​Finger-licking prospects for intensive farming | Phnom Penh Post

Finger-licking prospects for intensive farming

Special Reports

Publication date
03 June 2011 | 08:00 ICT

Reporter : Mark Bibby Jackson

More Topic

Inside a battery hut on Buth Chantha’s chicken farm in Prey Phdao village, an employee carefully monitors the chickens’ food and water intake.

A chicken looks out from a pen on Buth Chantha’s chicken farm in Prey Phdao village, in Kampong Speu province.

BUTH Chantha’s chicken farm is unlike most farms in Cambodia. His chickens don’t wander about freely. Instead, they are kept in large battery huts at the rear of the property where their food and water intake is carefully regulated.

“Right now, we have 20,000 chickens,” says Buth Chantha, 35, who used to raise pigs but gave that business up in 2005 because “the market wasn’t very good”.

Now he raises chickens for the Charoen Pokphand Group (CP), a Thai-based company that claims to be one of Asia’s leading conglomerates. According to its website, its sales reached more than US$18 billion in 2009.

Buth Chantha’s farm, in the village of Prey Phdao, is one of CP’s many suppliers in Cambodia.

The company provides Buth Chantha with feed and baby chicks, which he tends until they are the requisite size. CP buys only chickens that weigh between 1.8kg and 2.4kg.

Now he aims to expand his business by returning to pig farming - but this time, with his market  assured. “CP has agreed to buy all my pigs,” he says.

Just as with the chickens, Buth Chantha will raise CP’s piglets for four and a half months until they weigh 110kg,  then sell them back to the company.

He plans to raise 1,600 pigs, provided he can secure the necessary loan from ACLEDA Bank.

This would not be the first time  Buth Chantha has borrowed money from the bank. His transactions with ACLEDA stretch back 10 years to a time when it was still a micro-finance institution.

“At first, we took out a group loan for $500 to buy rice, because at that time we had a rice mill,” he says.

Buth Chantha has gradually extended his loans. This year, he took out a medium-sized loan of $60,000 to raise more chickens, but that’s not enough to fund his latest plans: he hopes to borrow a further $150,000.

“I haven’t finished this loan [for $60,000], but I will negotiate with the bank to get more money to raise pigs,” he says. “We need $80,000 to build the pig sties and $70,000 for the pigs and equipment.”

Although Buth Chantha is worried he will not be granted this further loan, he does have a contingency plan.

“If I cannot get that much money, I will take out a further medium-sized loan,” he says.

“I will need it soon, though, because right now the market demand is very high.”

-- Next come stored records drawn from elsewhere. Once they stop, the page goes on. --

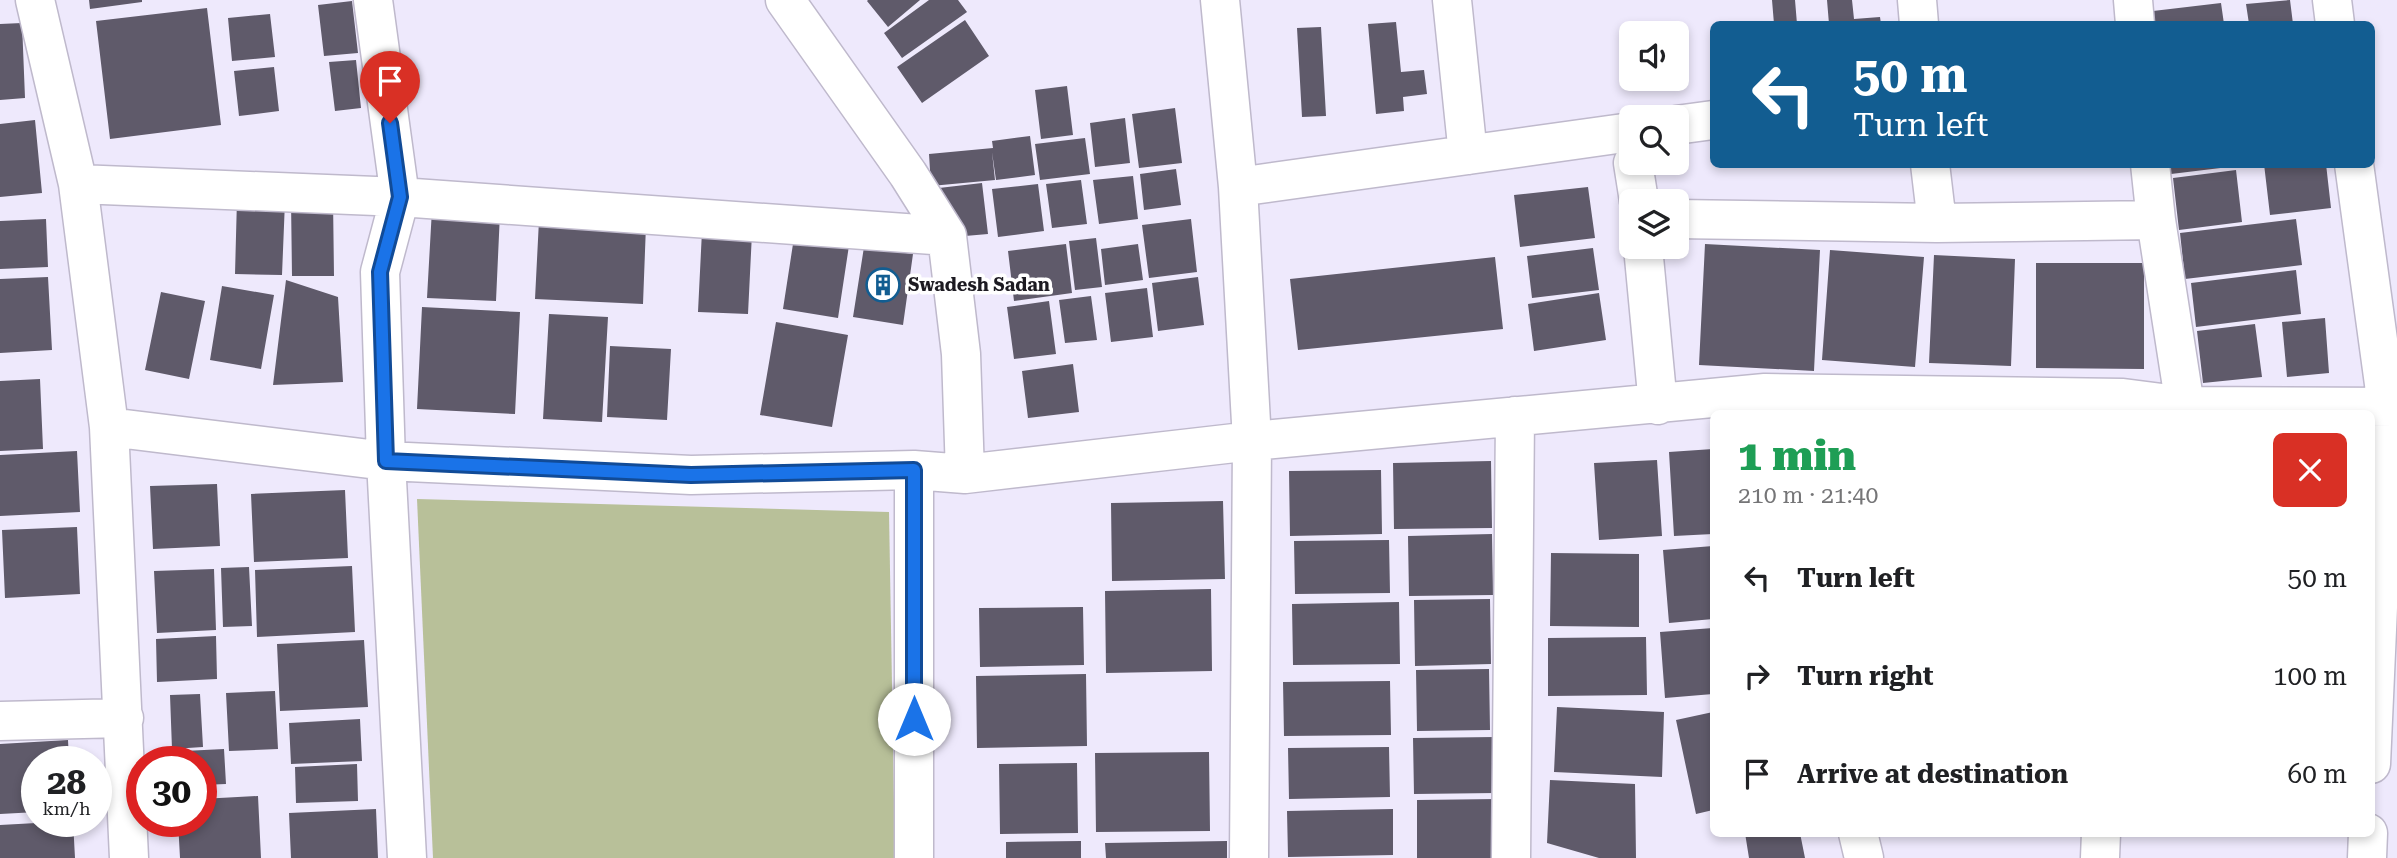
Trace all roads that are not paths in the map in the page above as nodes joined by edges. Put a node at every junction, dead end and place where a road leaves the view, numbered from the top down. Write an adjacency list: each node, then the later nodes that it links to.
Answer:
1 (35, 0): 19 (street)
2 (373, 0): 21 (street)
3 (785, 0): 25 (street)
4 (1220, 0): 20 (street)
5 (1452, 0): 15 (street)
6 (1917, 0): 9 (street)
7 (2133, 0): 10 (street)
8 (2332, 0): 11 (street)
9 (1919, 21)
10 (2135, 21)
11 (2335, 21)
12 (1710, 120): 13 (street)
13 (1689, 123)
14 (1619, 144): 15 (street)
15 (1468, 155): 20 (street)
16 (1930, 168): 24 (street)
17 (2150, 168): 23 (street)
18 (2355, 168): 31 (street)
19 (78, 184): 21 (street); 33 (street)
20 (1238, 187): 34 (street)
21 (400, 197): 25 (street); 35 (street)
22 (1689, 219): 24 (street)
23 (2156, 220): 24 (street); 30 (street)
24 (1937, 223)
25 (947, 236): 37 (street)
26 (1644, 259): 28 (street)
27 (1767, 403): 28 (street); 29 (street)
28 (1658, 405): 32 (street)
29 (2123, 406): 30 (street)
30 (2185, 407): 31 (street)
31 (2392, 407): 38 (street)
32 (1515, 416): 34 (street); 48 (street)
33 (109, 427): 35 (street); 39 (street)
34 (1252, 441): 37 (street); 47 (street)
35 (386, 461): 36 (street); 45 (street)
36 (914, 470): 37 (street); 46 (street)
37 (965, 474)
38 (2375, 696)
39 (124, 718): 40 (street); 44 (street)
40 (0, 721)
41 (1859, 837): 49 (street)
42 (2101, 837): 50 (street)
43 (2368, 837): 51 (street)
44 (129, 858)
45 (407, 858)
46 (914, 858)
47 (1250, 858)
48 (1511, 858)
49 (1864, 858)
50 (2100, 858)
51 (2367, 858)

Even though he  expresses some concern about meeting his repayments, Buth Chantha has confidence in his business strategy.

“I have seen my friends be successful doing business like this and I already have experience on a small scale, so I know it will be successful,” he says.

“Right now, the agricultural sector has a lot of encouragement [from the government] and more people are successful.”

Regardless of ACLEDA Bank’s decision on a further loan, Buth Chantha has no intention of returning to his previous ways.

“In the agricultural sector, we can do small scale but we also get small profit,” he says. Clearly, this ambitious farmer isn’t a man to be satisfied with small profits. INTERPRETER: RANN REUY

Contact PhnomPenh Post for full article

Post Media Co Ltd
The Elements Condominium, Level 7
Hun Sen Boulevard

Phum Tuol Roka III
Sangkat Chak Angre Krom, Khan Meanchey
12353 Phnom Penh
Cambodia

Telegram: 092 555 741
Email: [email protected]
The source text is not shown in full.